◆ Try it:
Would you transcribe the listing exactly as it stands, minus any images?
╭──
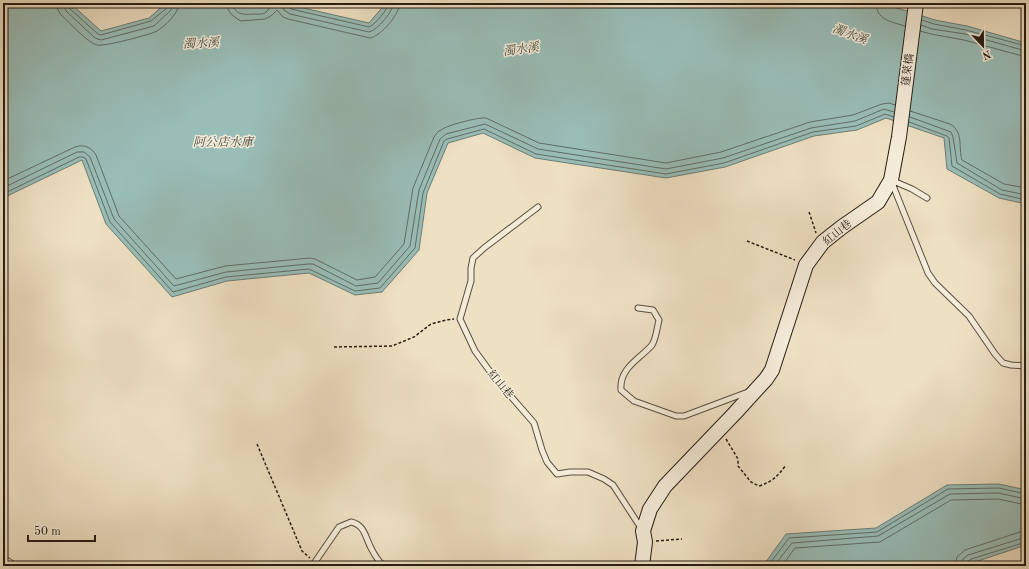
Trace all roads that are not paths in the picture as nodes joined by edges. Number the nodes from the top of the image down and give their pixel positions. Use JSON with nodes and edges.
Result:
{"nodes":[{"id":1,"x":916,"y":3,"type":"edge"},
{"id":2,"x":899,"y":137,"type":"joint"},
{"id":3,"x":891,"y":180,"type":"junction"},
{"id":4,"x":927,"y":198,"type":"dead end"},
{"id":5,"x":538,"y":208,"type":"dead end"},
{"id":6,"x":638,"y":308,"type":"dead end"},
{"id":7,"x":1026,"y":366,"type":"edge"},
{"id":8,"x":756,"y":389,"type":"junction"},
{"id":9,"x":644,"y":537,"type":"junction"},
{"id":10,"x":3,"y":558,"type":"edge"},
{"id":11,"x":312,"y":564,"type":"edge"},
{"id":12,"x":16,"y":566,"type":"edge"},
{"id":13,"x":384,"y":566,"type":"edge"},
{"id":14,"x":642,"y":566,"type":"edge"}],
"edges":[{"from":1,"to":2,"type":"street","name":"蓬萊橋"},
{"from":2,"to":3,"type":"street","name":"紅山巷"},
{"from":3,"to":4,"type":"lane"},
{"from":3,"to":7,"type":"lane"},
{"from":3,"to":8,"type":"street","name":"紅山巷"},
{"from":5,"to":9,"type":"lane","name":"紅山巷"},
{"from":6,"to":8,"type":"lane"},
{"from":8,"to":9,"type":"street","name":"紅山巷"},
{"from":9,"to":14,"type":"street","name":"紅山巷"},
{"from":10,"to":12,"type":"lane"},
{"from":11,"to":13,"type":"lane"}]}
╰──
◆ Written answer:
Trace all roads that are not paths in the picture as nodes joined by edges. Number the nodes from the top of the image down and give their pixel positions. Use JSON with nodes and edges.
Result:
{"nodes":[{"id":1,"x":916,"y":3,"type":"edge"},
{"id":2,"x":899,"y":137,"type":"joint"},
{"id":3,"x":891,"y":180,"type":"junction"},
{"id":4,"x":927,"y":198,"type":"dead end"},
{"id":5,"x":538,"y":208,"type":"dead end"},
{"id":6,"x":638,"y":308,"type":"dead end"},
{"id":7,"x":1026,"y":366,"type":"edge"},
{"id":8,"x":756,"y":389,"type":"junction"},
{"id":9,"x":644,"y":537,"type":"junction"},
{"id":10,"x":3,"y":558,"type":"edge"},
{"id":11,"x":312,"y":564,"type":"edge"},
{"id":12,"x":16,"y":566,"type":"edge"},
{"id":13,"x":384,"y":566,"type":"edge"},
{"id":14,"x":642,"y":566,"type":"edge"}],
"edges":[{"from":1,"to":2,"type":"street","name":"蓬萊橋"},
{"from":2,"to":3,"type":"street","name":"紅山巷"},
{"from":3,"to":4,"type":"lane"},
{"from":3,"to":7,"type":"lane"},
{"from":3,"to":8,"type":"street","name":"紅山巷"},
{"from":5,"to":9,"type":"lane","name":"紅山巷"},
{"from":6,"to":8,"type":"lane"},
{"from":8,"to":9,"type":"street","name":"紅山巷"},
{"from":9,"to":14,"type":"street","name":"紅山巷"},
{"from":10,"to":12,"type":"lane"},
{"from":11,"to":13,"type":"lane"}]}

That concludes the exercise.